Ham To Ham #16 - January 1997
73's Ham To Ham column
c/o Dave Miller, NZ9E
7462 Lawler Avenue
Niles, IL 60714-3108
With the first issue of the new year comes a nice variety of Ham To Ham tips. Many thanks to those who've sent in their ideas over 1996, often several ideas, as well as the new names that we're seeing for the first time. I'm always looking for more tips, ideas, suggestions and short cuts to keep the column going and growing, so please don't hesitate. The address is at the top.
Adjustable antenna tip
From William Thim, Jr. N1QVQ of Broad Brook, CT comes another good tip...Bill has been very supportive, with a number of good tips in the past, and this one is no less timely: "I own a portable antenna that covers several VHF/UHF ham bands, but one that must be physically adjusted for each different band, when operation on that particular band is contemplated.

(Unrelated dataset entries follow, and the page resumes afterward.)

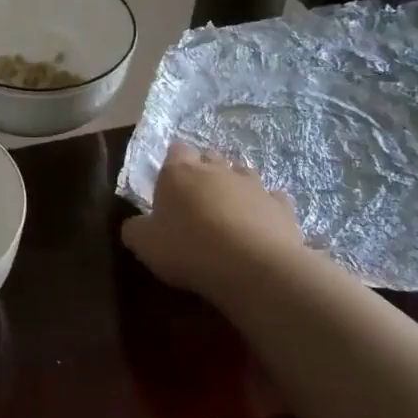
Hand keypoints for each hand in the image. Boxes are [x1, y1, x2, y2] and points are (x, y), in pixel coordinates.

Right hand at [120, 141, 308, 302]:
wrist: (253, 266)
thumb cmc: (188, 248)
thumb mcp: (144, 244)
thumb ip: (135, 229)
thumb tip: (135, 225)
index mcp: (179, 172)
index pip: (175, 151)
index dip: (172, 163)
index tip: (169, 184)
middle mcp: (217, 170)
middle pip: (210, 158)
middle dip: (205, 172)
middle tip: (197, 199)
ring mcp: (254, 185)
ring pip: (243, 174)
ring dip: (235, 186)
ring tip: (229, 210)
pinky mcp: (282, 206)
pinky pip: (273, 199)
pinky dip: (265, 207)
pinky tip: (261, 224)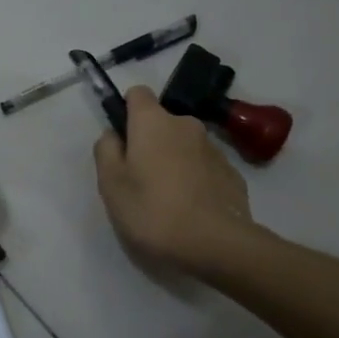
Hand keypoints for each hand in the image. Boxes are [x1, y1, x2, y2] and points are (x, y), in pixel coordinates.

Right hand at [94, 87, 250, 271]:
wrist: (216, 244)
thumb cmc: (152, 210)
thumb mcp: (111, 184)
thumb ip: (106, 150)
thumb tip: (114, 135)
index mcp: (153, 122)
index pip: (137, 93)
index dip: (126, 111)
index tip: (121, 140)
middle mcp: (186, 125)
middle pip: (161, 123)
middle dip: (150, 142)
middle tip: (138, 179)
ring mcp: (214, 148)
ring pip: (184, 146)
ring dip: (173, 161)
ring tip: (166, 200)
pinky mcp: (232, 173)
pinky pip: (204, 168)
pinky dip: (194, 180)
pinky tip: (190, 210)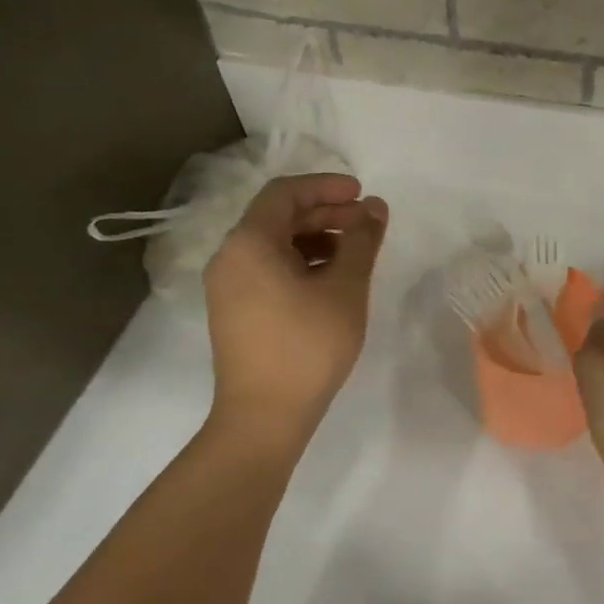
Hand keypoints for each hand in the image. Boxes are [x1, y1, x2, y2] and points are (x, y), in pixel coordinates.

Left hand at [204, 173, 387, 440]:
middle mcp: (229, 257)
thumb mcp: (345, 289)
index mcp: (249, 243)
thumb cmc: (308, 347)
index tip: (363, 195)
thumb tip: (375, 207)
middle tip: (366, 225)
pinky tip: (330, 282)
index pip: (285, 193)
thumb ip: (361, 241)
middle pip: (278, 218)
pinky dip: (300, 265)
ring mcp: (227, 287)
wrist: (264, 416)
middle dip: (325, 214)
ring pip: (274, 246)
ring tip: (354, 255)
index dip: (326, 187)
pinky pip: (268, 271)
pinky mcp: (234, 311)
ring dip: (315, 240)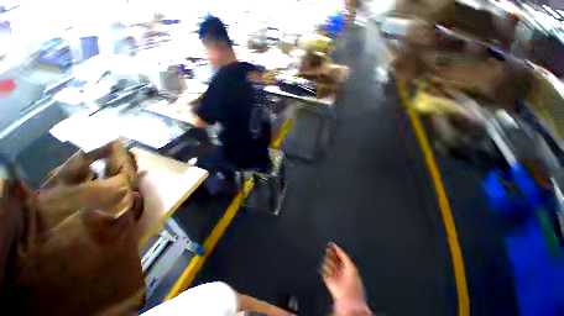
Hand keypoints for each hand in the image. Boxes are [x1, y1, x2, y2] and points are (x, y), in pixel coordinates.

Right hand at [322, 243, 364, 303]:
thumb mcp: (350, 265)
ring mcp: (334, 275)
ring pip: (328, 263)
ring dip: (329, 261)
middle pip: (333, 258)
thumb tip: (335, 247)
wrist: (348, 297)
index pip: (340, 255)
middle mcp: (340, 271)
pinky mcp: (328, 280)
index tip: (331, 244)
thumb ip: (343, 255)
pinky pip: (324, 270)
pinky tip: (328, 270)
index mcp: (347, 267)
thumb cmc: (353, 283)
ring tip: (330, 261)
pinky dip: (326, 269)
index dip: (336, 249)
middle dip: (331, 253)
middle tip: (328, 248)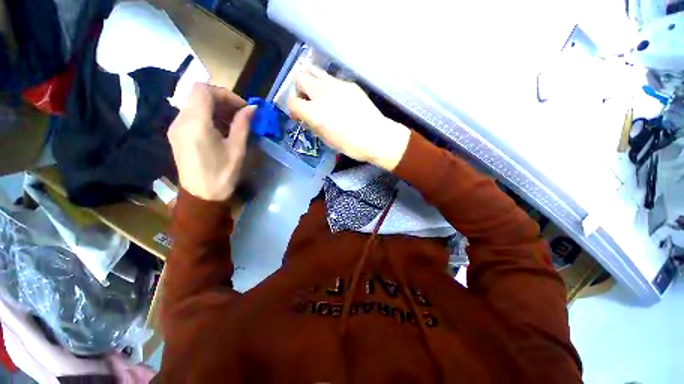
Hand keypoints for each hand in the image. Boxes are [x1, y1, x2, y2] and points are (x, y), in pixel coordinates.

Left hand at [168, 83, 253, 200]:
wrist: (201, 196)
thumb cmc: (222, 174)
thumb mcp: (237, 149)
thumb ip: (243, 125)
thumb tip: (252, 108)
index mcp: (195, 123)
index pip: (204, 90)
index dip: (225, 94)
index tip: (242, 107)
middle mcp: (180, 121)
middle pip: (199, 96)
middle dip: (223, 101)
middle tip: (242, 115)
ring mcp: (176, 128)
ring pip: (195, 105)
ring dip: (216, 109)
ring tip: (234, 124)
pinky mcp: (177, 135)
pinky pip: (192, 116)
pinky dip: (208, 117)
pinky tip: (221, 131)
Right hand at [288, 66, 410, 170]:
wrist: (375, 136)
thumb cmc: (350, 145)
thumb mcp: (327, 139)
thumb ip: (313, 124)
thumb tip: (307, 116)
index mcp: (315, 112)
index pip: (292, 102)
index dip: (293, 109)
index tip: (299, 116)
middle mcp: (322, 93)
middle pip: (300, 77)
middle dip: (300, 89)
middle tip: (308, 101)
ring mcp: (337, 85)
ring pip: (315, 71)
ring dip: (312, 82)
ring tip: (320, 95)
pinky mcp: (349, 84)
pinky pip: (333, 79)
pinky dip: (330, 86)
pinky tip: (339, 99)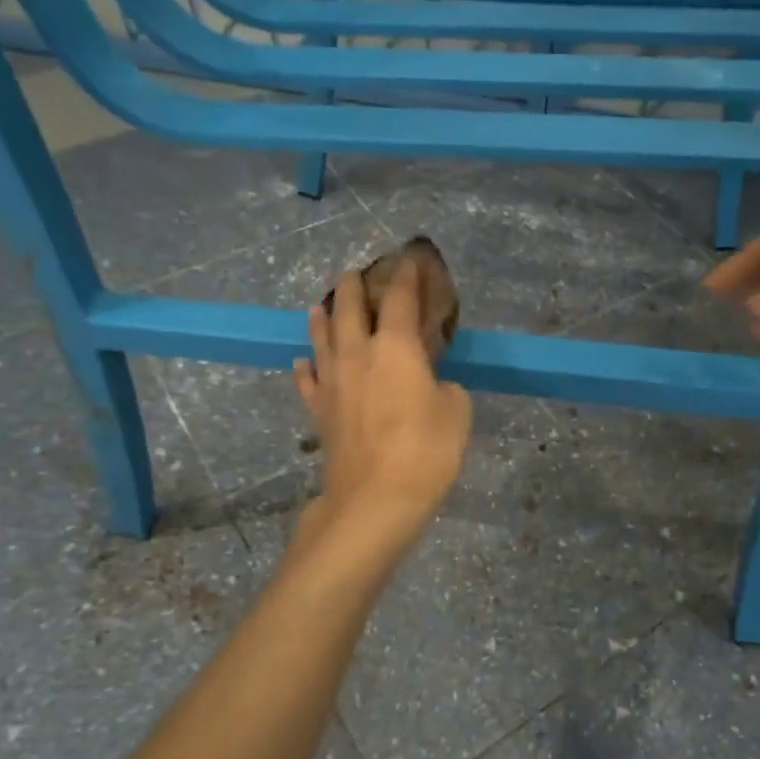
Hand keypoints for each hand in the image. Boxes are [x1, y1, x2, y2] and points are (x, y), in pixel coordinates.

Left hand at [294, 263, 472, 534]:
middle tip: (355, 274)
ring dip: (321, 318)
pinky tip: (302, 363)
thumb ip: (446, 388)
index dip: (406, 275)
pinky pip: (308, 381)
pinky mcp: (319, 412)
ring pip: (321, 339)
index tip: (409, 259)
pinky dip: (305, 368)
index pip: (400, 299)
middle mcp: (358, 355)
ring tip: (320, 305)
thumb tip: (432, 385)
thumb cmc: (425, 451)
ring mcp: (333, 383)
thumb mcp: (457, 412)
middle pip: (348, 309)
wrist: (374, 499)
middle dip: (352, 287)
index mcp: (396, 347)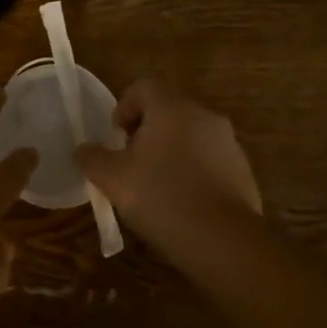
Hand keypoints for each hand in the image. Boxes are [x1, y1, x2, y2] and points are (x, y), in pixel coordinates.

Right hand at [76, 80, 260, 259]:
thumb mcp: (113, 179)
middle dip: (146, 132)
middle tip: (131, 163)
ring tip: (156, 187)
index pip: (143, 87)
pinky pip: (210, 161)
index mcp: (172, 108)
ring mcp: (229, 143)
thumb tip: (83, 149)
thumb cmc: (161, 198)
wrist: (223, 241)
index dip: (123, 106)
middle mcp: (204, 116)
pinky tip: (182, 203)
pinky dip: (193, 172)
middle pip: (168, 110)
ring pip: (190, 136)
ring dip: (171, 152)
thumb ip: (92, 158)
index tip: (115, 137)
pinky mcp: (243, 171)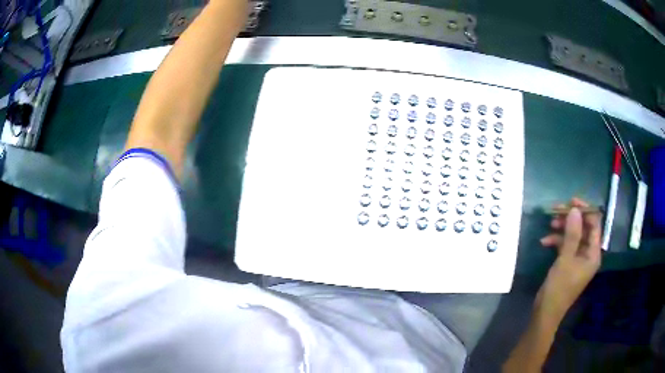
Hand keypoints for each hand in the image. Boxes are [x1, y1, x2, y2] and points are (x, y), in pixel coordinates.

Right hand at [537, 198, 601, 318]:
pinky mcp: (569, 262)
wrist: (545, 312)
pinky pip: (566, 245)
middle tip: (556, 210)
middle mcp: (588, 253)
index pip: (594, 224)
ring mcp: (578, 258)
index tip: (570, 202)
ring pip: (573, 235)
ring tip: (549, 224)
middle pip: (583, 228)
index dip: (585, 211)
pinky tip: (545, 241)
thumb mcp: (565, 259)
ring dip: (562, 228)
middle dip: (571, 218)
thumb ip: (572, 234)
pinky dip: (557, 241)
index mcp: (593, 253)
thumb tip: (575, 209)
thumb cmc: (559, 288)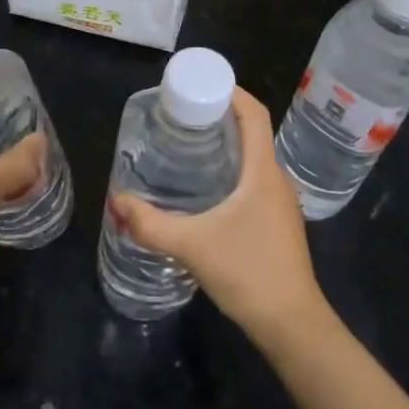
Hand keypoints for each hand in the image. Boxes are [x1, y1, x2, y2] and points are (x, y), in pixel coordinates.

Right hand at [109, 88, 330, 346]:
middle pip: (252, 131)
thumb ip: (151, 224)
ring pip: (252, 158)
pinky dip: (230, 170)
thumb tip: (116, 201)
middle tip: (180, 113)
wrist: (292, 325)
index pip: (254, 113)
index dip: (231, 91)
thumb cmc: (248, 273)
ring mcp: (280, 202)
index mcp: (263, 171)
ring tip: (186, 144)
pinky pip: (253, 180)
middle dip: (219, 116)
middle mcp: (276, 178)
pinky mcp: (276, 222)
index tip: (199, 83)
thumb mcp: (192, 246)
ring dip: (225, 144)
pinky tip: (204, 188)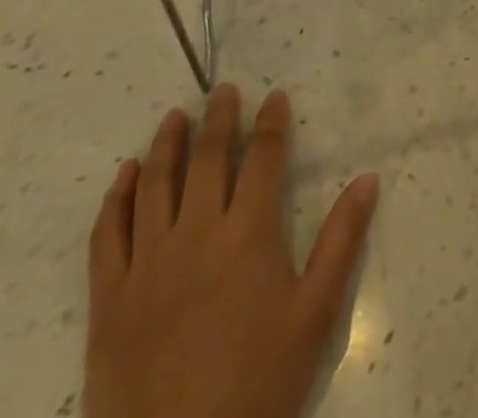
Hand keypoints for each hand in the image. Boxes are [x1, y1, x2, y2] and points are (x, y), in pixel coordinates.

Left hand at [85, 84, 379, 417]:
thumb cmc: (258, 387)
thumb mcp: (315, 316)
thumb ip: (342, 241)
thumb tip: (370, 177)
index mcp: (248, 233)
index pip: (262, 156)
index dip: (271, 121)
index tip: (274, 95)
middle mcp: (196, 234)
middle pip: (206, 158)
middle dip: (218, 118)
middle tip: (224, 90)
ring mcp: (147, 265)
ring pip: (155, 185)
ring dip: (166, 143)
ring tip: (175, 116)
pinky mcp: (110, 300)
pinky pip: (107, 235)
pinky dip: (116, 198)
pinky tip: (125, 176)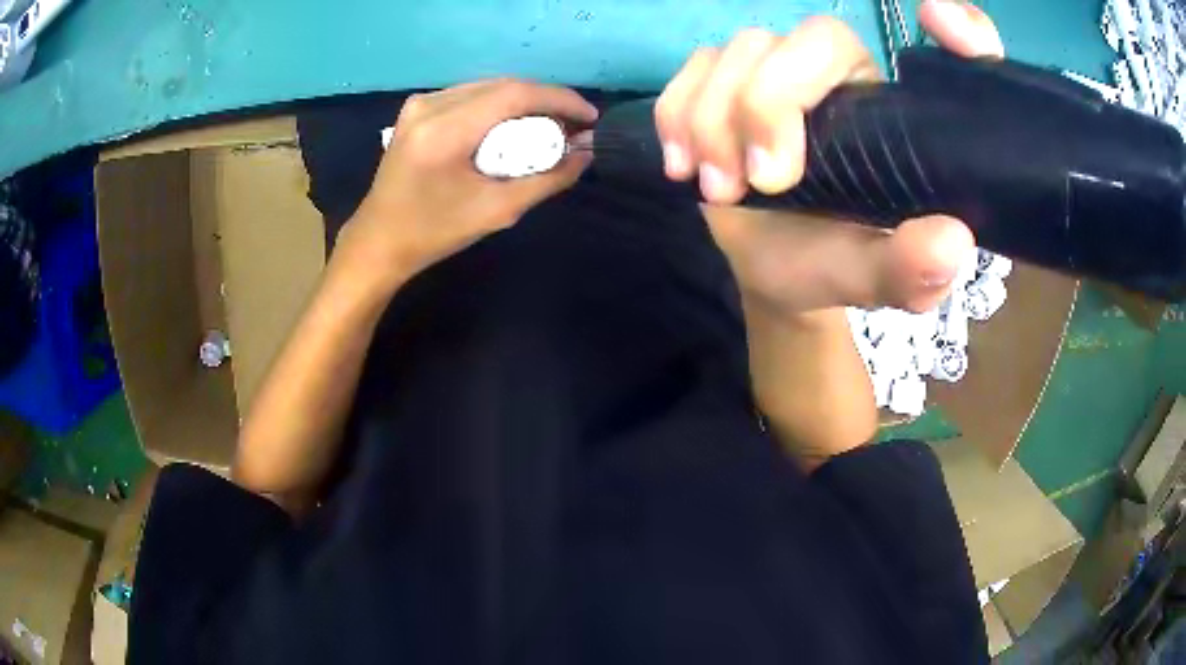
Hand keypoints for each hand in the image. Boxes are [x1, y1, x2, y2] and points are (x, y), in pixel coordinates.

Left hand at [342, 80, 598, 288]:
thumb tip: (586, 154)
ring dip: (524, 102)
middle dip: (545, 100)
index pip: (514, 94)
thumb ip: (547, 179)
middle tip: (574, 125)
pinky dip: (499, 106)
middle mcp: (430, 105)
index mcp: (445, 131)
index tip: (590, 117)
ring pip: (488, 87)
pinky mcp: (417, 109)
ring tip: (551, 125)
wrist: (379, 241)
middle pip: (503, 86)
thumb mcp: (497, 211)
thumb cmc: (435, 233)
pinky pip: (470, 95)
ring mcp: (420, 103)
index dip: (559, 99)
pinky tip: (515, 124)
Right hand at [655, 0, 1003, 316]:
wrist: (771, 267)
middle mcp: (848, 77)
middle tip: (763, 181)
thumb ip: (913, 269)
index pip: (942, 53)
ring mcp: (781, 71)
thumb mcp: (879, 281)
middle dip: (773, 101)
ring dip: (716, 120)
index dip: (961, 29)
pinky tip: (683, 165)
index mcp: (899, 115)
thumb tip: (951, 241)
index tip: (937, 20)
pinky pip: (694, 67)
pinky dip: (678, 113)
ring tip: (720, 190)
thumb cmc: (834, 265)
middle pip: (814, 38)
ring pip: (744, 49)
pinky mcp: (725, 80)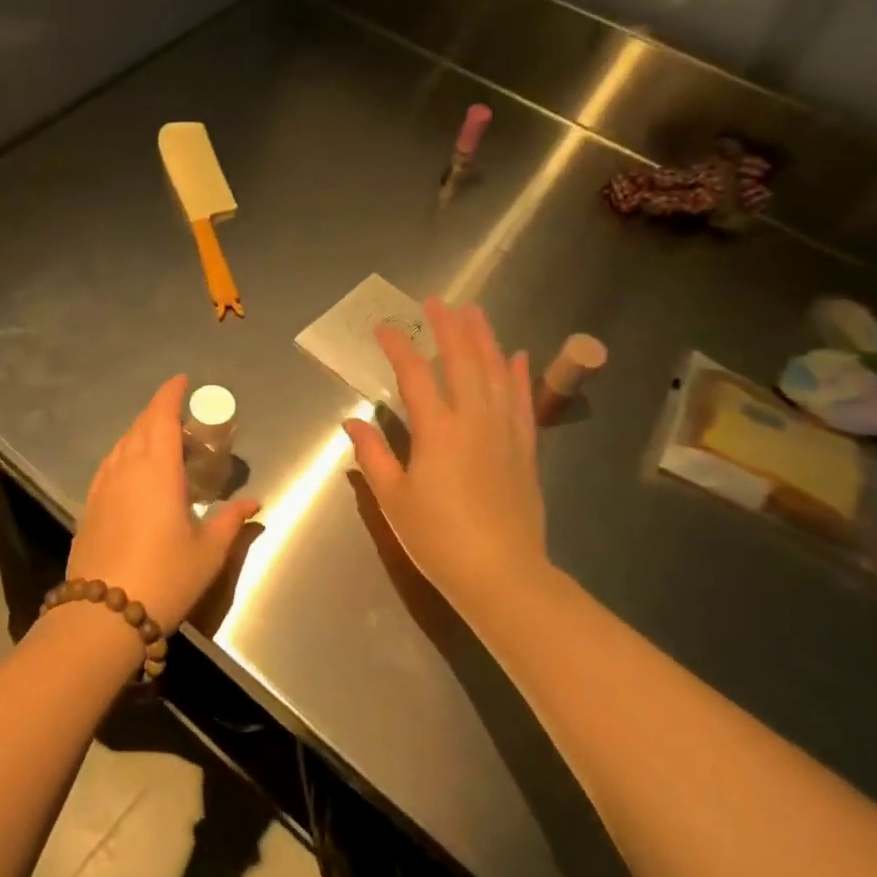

After losing the adjustment instructions once, I decided not to let that happen again, so I obtained the tuning instructions from a friend, then transferred them to the antenna's base using a customizable rubber stamp kit like the ones sold in many office supply stores. A coat of clear lacquer spray over the stamping finished the job with permanency. To make sure that I always had a tape measure with the antenna for those critical adjustments, I made a trip to the XYL's favorite sewing supply store and purchased one of those 'cloth-tape yardsticks' , attached the 'yardstick' to the antenna using a 'twist-tie', and now I know I'll never forget to have everything needed for adjusting the antenna no matter where I might find myself at the time that it is needed. You can 'customize' this basic idea to fit your own antenna-element-needs, depending upon the particular model of adjustable antenna that you have."
Moderator's note: Good idea, Bill; also, don't forget to "twist-tie" that special allen wrench or an inexpensive small screwdriver to the package, if loosening and tightening set-screws is involved in the adjustment proceedure. A small, plastic "zip-lock" (reg trade mark) bag with a hole punched into one corner can hold these odds & ends. The bag itself can then be secured to the antenna package with a "twist-tie" or short length of cable-lacing twine.
Not written in stone
David Hyman KB0ONF of St. Paul, MN suggests a way that you might use to cut down on paper costs in your ham shack: "I've been able to drastically cut down on the amount of scratch paper that I use by assigning the note-taking-task to a scrap piece of 1/4" thick, 8 1/2" x 11" chunk of white plexiglas (reg trade mark) instead. Smooth white plexiglas is available from surplus outlets around the country at very reasonable prices...often sold by the pound (look in your yellow pages under 'surplus-retail'). The plexiglas can be easily cut with a bandsaw, or simply scored with a utility knife, then cracked over the sharp edge of a table...the ragged edge then either filed or lightly "fire polished" with a propane torch (go easy, it doesn't take much heat).
The white plexiglas is now the 'perfect' writing surface for either dry marker pens or the water soluable pens sold in art stores and office supply outlets. I prefer the 'dry markers' myself, one of which is the Expo Markaway 3 (reg trade mark) , No. 83000, by Sanford. Black is probably the best color and a chisel-shaped tip works nicely for me.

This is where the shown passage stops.